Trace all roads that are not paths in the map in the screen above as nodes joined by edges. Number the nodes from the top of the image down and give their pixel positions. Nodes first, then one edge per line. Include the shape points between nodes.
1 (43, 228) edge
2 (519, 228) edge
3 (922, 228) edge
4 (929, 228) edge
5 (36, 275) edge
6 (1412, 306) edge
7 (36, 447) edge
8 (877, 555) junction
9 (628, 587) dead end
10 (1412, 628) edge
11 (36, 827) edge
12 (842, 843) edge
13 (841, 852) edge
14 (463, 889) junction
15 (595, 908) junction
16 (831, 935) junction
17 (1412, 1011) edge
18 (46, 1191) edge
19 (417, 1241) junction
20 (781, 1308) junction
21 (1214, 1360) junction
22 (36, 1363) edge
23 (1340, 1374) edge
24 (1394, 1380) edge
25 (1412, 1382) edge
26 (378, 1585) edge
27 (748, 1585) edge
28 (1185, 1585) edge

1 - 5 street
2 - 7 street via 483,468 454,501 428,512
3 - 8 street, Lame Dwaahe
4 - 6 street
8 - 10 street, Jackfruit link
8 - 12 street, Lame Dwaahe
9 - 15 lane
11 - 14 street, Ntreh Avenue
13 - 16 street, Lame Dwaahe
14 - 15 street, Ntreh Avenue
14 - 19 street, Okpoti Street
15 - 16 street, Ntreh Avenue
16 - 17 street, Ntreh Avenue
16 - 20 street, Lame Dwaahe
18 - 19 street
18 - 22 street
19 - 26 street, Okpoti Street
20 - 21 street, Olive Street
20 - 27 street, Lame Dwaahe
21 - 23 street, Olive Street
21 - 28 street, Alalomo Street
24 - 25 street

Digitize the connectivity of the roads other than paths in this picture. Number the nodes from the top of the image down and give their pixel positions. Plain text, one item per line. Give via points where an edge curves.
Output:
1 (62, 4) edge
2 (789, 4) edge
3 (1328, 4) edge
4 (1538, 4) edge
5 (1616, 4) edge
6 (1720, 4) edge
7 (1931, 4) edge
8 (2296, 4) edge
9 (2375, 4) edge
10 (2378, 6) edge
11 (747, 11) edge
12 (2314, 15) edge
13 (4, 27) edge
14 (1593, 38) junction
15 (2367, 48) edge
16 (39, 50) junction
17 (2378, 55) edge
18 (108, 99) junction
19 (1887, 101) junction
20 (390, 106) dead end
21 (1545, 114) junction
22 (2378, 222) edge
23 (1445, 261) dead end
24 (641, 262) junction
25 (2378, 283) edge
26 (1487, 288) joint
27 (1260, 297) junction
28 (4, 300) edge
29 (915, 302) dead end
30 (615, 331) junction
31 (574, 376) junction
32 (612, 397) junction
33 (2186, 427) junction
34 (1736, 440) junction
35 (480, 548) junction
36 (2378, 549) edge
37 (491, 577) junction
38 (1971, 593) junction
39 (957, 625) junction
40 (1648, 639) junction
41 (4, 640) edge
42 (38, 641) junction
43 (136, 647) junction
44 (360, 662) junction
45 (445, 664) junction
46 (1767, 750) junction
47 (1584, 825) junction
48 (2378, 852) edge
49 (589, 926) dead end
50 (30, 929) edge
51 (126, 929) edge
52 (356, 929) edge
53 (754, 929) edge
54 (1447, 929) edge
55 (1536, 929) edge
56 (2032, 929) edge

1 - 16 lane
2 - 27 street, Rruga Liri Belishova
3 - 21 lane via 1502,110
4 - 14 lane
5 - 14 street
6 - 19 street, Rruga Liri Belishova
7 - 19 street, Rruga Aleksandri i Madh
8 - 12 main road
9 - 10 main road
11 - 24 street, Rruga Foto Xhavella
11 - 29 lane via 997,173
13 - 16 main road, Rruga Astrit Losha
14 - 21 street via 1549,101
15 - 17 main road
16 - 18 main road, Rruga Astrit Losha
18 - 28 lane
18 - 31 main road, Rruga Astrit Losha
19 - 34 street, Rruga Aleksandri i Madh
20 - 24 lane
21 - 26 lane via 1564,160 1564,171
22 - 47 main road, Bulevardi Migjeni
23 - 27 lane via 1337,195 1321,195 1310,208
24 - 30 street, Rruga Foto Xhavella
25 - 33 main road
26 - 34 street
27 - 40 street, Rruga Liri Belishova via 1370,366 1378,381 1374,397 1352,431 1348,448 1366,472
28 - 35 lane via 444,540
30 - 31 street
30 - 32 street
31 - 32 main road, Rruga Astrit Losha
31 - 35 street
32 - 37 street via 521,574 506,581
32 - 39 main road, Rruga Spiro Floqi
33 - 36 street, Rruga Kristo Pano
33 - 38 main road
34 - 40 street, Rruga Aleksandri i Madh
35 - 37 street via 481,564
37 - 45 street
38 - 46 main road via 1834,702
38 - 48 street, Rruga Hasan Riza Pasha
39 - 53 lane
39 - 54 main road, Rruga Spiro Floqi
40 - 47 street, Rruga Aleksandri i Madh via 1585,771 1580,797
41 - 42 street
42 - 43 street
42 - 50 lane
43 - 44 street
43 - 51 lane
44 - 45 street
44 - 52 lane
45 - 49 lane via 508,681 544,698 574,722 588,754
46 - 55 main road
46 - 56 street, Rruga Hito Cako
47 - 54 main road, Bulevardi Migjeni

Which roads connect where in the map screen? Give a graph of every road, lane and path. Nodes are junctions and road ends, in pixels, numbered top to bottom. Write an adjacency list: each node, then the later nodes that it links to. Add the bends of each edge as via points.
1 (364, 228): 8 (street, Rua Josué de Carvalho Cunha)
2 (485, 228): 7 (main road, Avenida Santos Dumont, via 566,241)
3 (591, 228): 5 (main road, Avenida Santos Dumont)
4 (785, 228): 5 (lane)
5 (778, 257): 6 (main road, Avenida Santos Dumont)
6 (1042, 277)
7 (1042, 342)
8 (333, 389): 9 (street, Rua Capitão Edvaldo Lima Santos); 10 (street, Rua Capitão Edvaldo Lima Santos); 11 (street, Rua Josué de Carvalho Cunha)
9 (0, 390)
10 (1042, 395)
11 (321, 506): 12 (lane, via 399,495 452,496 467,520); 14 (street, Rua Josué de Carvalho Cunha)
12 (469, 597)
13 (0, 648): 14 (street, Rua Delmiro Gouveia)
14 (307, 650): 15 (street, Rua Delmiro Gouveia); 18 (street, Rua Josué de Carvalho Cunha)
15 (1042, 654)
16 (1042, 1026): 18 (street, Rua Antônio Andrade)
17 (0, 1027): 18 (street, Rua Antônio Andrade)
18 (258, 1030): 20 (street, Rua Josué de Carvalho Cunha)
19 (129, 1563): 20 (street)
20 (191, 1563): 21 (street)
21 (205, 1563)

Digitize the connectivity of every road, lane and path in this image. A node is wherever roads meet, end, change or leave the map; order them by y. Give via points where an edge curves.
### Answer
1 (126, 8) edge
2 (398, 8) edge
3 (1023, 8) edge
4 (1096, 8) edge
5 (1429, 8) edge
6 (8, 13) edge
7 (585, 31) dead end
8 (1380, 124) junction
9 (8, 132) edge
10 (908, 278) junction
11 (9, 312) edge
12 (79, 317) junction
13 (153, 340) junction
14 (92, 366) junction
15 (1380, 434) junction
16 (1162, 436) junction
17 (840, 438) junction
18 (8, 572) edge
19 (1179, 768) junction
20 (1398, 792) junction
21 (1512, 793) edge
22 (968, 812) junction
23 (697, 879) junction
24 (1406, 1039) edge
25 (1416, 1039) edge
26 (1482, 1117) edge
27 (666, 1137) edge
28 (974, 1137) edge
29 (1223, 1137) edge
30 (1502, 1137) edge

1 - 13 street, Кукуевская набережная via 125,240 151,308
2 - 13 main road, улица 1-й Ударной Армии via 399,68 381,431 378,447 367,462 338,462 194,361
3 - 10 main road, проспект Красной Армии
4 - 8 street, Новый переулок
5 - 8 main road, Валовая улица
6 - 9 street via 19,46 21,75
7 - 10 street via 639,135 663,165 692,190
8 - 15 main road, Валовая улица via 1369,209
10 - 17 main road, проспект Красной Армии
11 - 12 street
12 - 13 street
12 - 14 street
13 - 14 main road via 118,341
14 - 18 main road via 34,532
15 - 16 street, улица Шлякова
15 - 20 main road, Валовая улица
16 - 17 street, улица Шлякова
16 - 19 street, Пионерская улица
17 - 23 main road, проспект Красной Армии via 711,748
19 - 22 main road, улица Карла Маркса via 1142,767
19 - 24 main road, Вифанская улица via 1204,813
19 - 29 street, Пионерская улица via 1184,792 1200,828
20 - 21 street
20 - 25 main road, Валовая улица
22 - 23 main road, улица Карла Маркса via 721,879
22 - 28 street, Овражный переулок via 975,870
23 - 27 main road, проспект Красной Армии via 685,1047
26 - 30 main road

## How to complete this task
Copy out, from the listing above, every line that contains the string "then".

## Exercise solution
Trace all roads that are not paths in the map in the screen above as nodes joined by edges. Number the nodes from the top of the image down and give their pixel positions. Nodes first, then one edge per line. Include the shape points between nodes.
Which roads connect where in the map screen? Give a graph of every road, lane and path. Nodes are junctions and road ends, in pixels, numbered top to bottom. Write an adjacency list: each node, then the later nodes that it links to. Add the bends of each edge as via points.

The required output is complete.